Прямо с совком я отправилась к Пещерскому и потрясла перед ним мусором.
– Да будет тебе, Влад, известно, что за хранение в крупном размере наркосодержащих веществ, в том числе самой банальной анаши, дают до трех лет лишения свободы. Хотя не исключена условка при наличии положительной характеристики с работы.
– Э-э, нет, сестричка, – хитро прищурился Пещерский и погрозил мне пальцем. – Мы с Митяем всего лишь употребляем, а найдут запрещенные вещества у тебя. Но ты не волнуйся, положительную характеристику с работы я тебе накатаю. Будешь внештатным сотрудником моего журнала!
Я высыпала содержимое совка на журнальный стол перед Пещерским и красноречиво указала на дверь.
– Ага, нашла дурака, – рассмеялся даровитый фотохудожник, ребром ладони сгребая траву вперемежку с мусором в одну кучу. – С минуты на минуту прибудут доблестные парни из столичной полиции, соседи обещали вызвать, и меня прямо на выходе примут с анашой. Нет уж, пусть лучше она у тебя пока полежит!
Закончив формировать кучку, гость забил новый косяк, сунул его в рот и неторопливо потянулся за зажигалкой. При этом лицо Пещерского не выражало ровным счетом ничего – ни злости, ни страха, ни мук совести. В таком состоянии говорить с ним было так же бессмысленно, как распинаться перед унитазом, поэтому я отправилась в кухню, натянула резиновые перчатки, вернулась в коридор к пакету, подхватила его под дно и решительно направилась к входной двери.
– Куда понесла? – заволновался Пещерский, вытягивая кадыкастую шею и стараясь рассмотреть из гостиной траекторию моего передвижения.
Ни слова не говоря, я распахнула дверь и вынесла пластиковую сумку на лестничную клетку. Лифт продолжал стоять на этаже, и я, ни секунды не мешкая, сунула анашу в кабину. После чего вернулась в квартиру и старательно, один за другим, заперла за собой все три замка. Сидя на кресле в гостиной, Пещерский продолжал тянуть шею в сторону прихожей, не в силах поверить в мое вероломство. Не обращая на него внимания, я подняла с пола пульт и выключила телевизор, и только после этого Митя заметил мое присутствие. Перестав возить руками по экрану, он взглянул на меня лучистым взглядом и, поправив очки, восторженно сказал:
– А у нас гости!
– Я это заметила, – сухо откликнулась я.
– Я не понял, ты чего, пять кило травы на лестницу отволокла? – проревел Пещерский, пытаясь подняться на нетвердые ноги. – Вот черт, сумку сейчас сопрут!

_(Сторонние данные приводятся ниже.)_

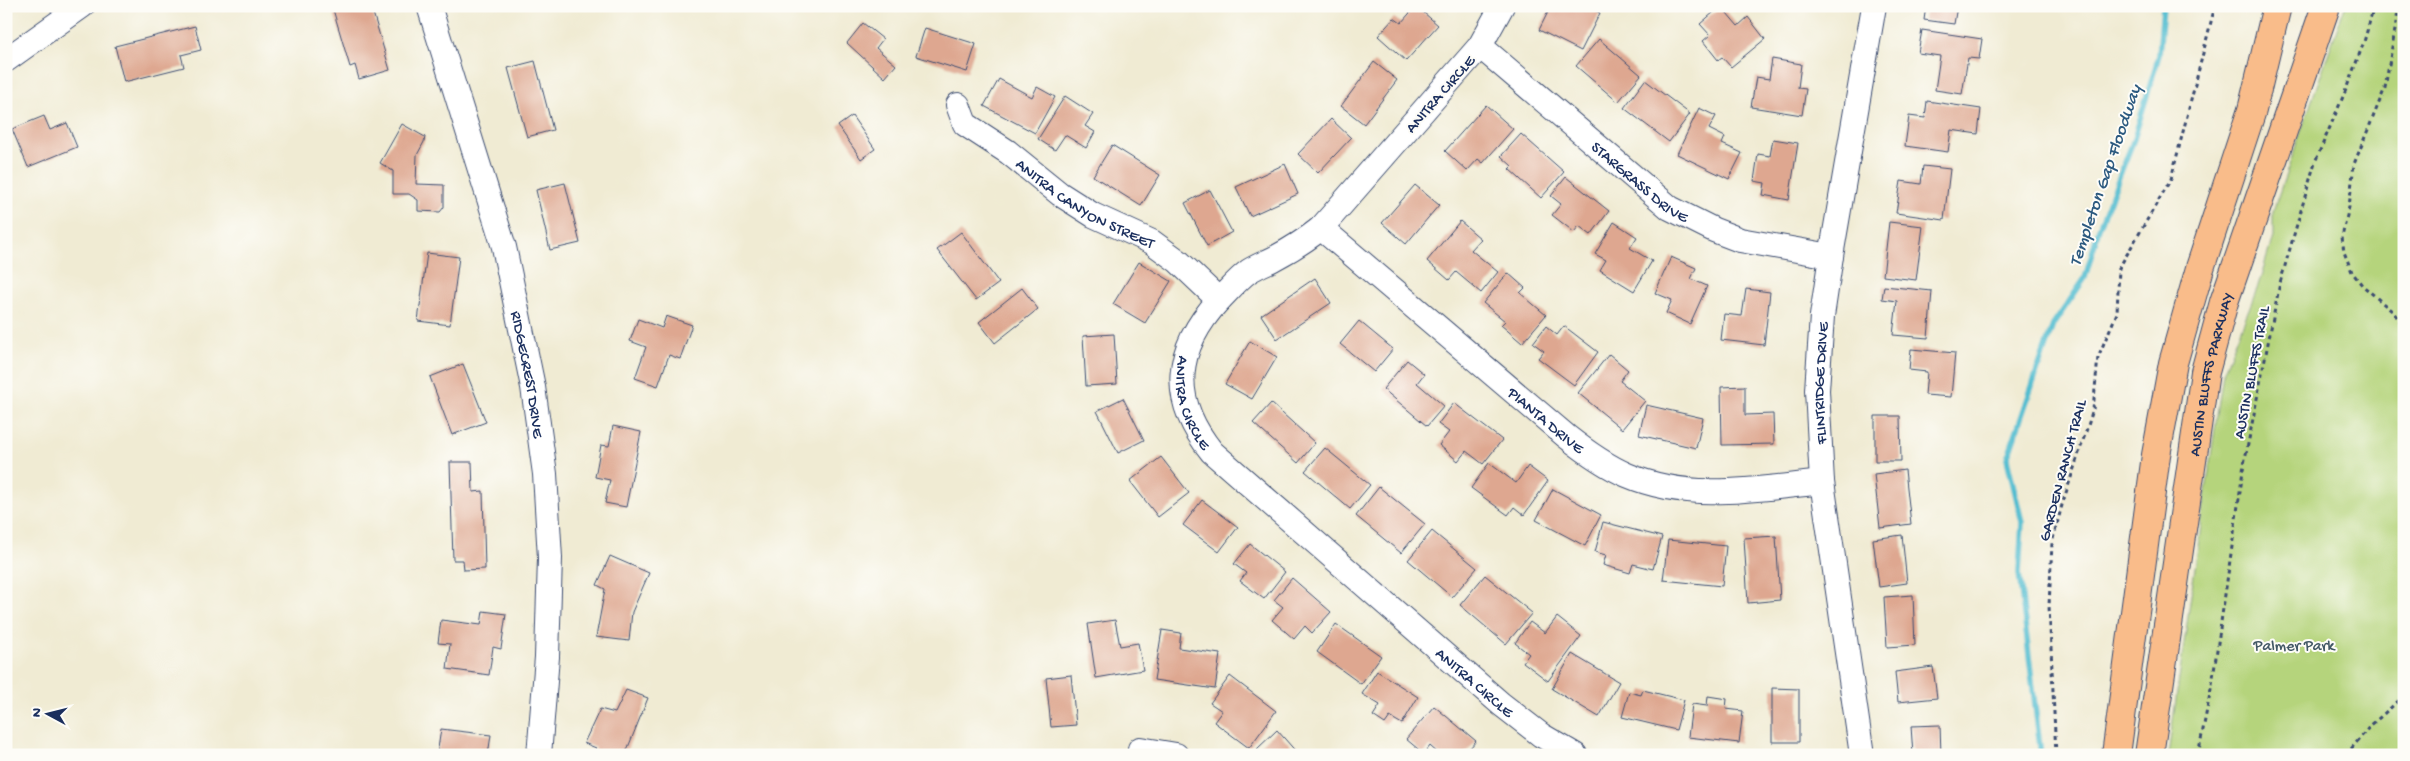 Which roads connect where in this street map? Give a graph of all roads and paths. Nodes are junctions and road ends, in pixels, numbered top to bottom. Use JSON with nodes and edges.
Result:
{"nodes":[{"id":1,"x":82,"y":6,"type":"edge"},
{"id":2,"x":429,"y":6,"type":"edge"},
{"id":3,"x":1502,"y":6,"type":"edge"},
{"id":4,"x":2215,"y":6,"type":"edge"},
{"id":5,"x":2277,"y":6,"type":"edge"},
{"id":6,"x":2326,"y":6,"type":"edge"},
{"id":7,"x":2374,"y":6,"type":"edge"},
{"id":8,"x":2399,"y":6,"type":"edge"},
{"id":9,"x":1867,"y":8,"type":"edge"},
{"id":10,"x":1480,"y":46,"type":"junction"},
{"id":11,"x":6,"y":60,"type":"edge"},
{"id":12,"x":958,"y":105,"type":"dead end"},
{"id":13,"x":1321,"y":228,"type":"junction"},
{"id":14,"x":1831,"y":256,"type":"junction"},
{"id":15,"x":1219,"y":300,"type":"junction"},
{"id":16,"x":2404,"y":326,"type":"edge"},
{"id":17,"x":1822,"y":482,"type":"junction"},
{"id":18,"x":2404,"y":696,"type":"edge"},
{"id":19,"x":1140,"y":749,"type":"dead end"},
{"id":20,"x":539,"y":755,"type":"edge"},
{"id":21,"x":1176,"y":755,"type":"edge"},
{"id":22,"x":1575,"y":755,"type":"edge"},
{"id":23,"x":1862,"y":755,"type":"edge"},
{"id":24,"x":2056,"y":755,"type":"edge"},
{"id":25,"x":2116,"y":755,"type":"edge"},
{"id":26,"x":2149,"y":755,"type":"edge"},
{"id":27,"x":2198,"y":755,"type":"edge"},
{"id":28,"x":2346,"y":755,"type":"edge"}],
"edges":[{"from":1,"to":11,"type":"street"},
{"from":2,"to":20,"type":"street","name":"RIDGECREST DRIVE"},
{"from":3,"to":10,"type":"street","name":"ANITRA CIRCLE"},
{"from":4,"to":24,"type":"path","name":"GARDEN RANCH TRAIL"},
{"from":5,"to":25,"type":"main road","name":"AUSTIN BLUFFS PARKWAY"},
{"from":6,"to":26,"type":"main road","name":"AUSTIN BLUFFS PARKWAY"},
{"from":7,"to":27,"type":"path","name":"AUSTIN BLUFFS TRAIL"},
{"from":8,"to":16,"type":"path"},
{"from":9,"to":14,"type":"street","name":"FLINTRIDGE DRIVE"},
{"from":10,"to":13,"type":"street","name":"ANITRA CIRCLE"},
{"from":10,"to":14,"type":"street","name":"STARGRASS DRIVE"},
{"from":12,"to":15,"type":"street","name":"ANITRA CANYON STREET"},
{"from":13,"to":15,"type":"street","name":"ANITRA CIRCLE"},
{"from":13,"to":17,"type":"street","name":"PIANTA DRIVE"},
{"from":14,"to":17,"type":"street","name":"FLINTRIDGE DRIVE"},
{"from":15,"to":22,"type":"street","name":"ANITRA CIRCLE"},
{"from":17,"to":23,"type":"street","name":"FLINTRIDGE DRIVE"},
{"from":18,"to":28,"type":"path"},
{"from":19,"to":21,"type":"street"}]}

– Гости уже уходят, – распахивая настежь окна во всей квартире, повернулась я к Мите. – А мы с тобой, любовь моя, будем убираться. Не спать же нам в этом бардаке?
Выбравшись из диванных подушек, Влад опрометью бросился к двери и еще минут десять ковырялся с замками, чертыхаясь и призывая на мою голову все кары небесные. Справившись с запорами, Пещерский пулей вылетел из квартиры, надеясь вернуть траву, и только тут Митя осознал, что произошло. Выпятив нижнюю губу, он посмотрел на меня сквозь запотевшие очки глазами обиженного ребенка и тихо произнес:
– Как ты посмела выгнать моего друга? Тогда я тоже уйду!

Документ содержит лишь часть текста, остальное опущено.